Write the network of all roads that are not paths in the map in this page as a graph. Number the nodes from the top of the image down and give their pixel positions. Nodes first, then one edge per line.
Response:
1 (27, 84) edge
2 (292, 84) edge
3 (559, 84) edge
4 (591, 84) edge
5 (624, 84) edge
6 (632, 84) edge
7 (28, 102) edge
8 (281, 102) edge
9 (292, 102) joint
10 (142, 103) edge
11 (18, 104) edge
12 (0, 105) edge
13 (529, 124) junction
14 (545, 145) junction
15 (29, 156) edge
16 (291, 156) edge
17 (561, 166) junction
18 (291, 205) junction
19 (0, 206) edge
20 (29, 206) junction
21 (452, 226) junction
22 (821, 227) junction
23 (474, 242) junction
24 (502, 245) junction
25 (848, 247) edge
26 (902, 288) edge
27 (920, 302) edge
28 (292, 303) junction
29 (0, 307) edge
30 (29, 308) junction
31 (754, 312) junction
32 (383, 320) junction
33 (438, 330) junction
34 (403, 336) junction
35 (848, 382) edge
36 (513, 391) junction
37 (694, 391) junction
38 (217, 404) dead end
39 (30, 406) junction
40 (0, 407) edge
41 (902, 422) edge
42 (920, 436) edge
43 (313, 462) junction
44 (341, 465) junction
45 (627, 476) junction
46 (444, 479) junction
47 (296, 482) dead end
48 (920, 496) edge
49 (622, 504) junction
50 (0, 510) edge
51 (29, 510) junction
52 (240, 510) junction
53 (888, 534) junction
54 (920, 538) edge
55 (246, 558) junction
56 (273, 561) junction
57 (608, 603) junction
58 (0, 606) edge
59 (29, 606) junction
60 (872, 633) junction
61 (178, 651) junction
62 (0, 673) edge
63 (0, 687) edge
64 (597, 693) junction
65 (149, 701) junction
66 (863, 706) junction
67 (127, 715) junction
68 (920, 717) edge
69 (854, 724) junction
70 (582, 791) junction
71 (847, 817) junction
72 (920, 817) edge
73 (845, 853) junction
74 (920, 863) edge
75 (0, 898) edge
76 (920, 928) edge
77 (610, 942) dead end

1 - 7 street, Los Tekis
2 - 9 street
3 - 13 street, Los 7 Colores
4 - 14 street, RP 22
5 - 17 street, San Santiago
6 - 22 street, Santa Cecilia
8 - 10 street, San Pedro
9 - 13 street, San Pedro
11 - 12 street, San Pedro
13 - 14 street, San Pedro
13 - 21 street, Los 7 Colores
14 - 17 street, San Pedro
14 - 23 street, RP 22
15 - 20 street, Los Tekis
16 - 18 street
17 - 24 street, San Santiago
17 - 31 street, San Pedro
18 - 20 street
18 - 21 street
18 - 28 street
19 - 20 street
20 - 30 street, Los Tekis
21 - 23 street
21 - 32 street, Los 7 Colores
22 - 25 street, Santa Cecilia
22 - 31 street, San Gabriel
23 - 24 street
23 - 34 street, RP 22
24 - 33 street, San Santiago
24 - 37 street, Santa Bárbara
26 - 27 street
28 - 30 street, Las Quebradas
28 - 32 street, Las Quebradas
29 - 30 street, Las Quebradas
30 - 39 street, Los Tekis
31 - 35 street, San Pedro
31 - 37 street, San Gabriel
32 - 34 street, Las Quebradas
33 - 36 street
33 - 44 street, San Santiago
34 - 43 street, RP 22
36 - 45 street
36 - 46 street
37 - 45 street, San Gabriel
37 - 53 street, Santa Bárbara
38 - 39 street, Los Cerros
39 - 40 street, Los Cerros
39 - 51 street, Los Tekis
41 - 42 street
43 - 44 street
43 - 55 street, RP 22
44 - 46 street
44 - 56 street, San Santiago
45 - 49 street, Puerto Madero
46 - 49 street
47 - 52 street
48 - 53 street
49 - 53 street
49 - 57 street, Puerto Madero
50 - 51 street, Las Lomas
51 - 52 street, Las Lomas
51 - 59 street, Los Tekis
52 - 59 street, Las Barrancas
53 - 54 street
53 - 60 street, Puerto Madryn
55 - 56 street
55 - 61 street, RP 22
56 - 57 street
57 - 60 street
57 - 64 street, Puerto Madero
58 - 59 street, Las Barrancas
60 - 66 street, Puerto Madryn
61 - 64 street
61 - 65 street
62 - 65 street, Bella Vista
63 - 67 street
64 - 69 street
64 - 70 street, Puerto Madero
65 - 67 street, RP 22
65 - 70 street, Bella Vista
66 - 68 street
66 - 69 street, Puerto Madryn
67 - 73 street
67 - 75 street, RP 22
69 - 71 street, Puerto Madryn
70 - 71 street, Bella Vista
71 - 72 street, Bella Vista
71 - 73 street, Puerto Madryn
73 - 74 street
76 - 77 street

================

__Work request__
All lines in the records above with "Barrancas" need to be found and copied.

__Your solution__
52 - 59 street, Las Barrancas
58 - 59 street, Las Barrancas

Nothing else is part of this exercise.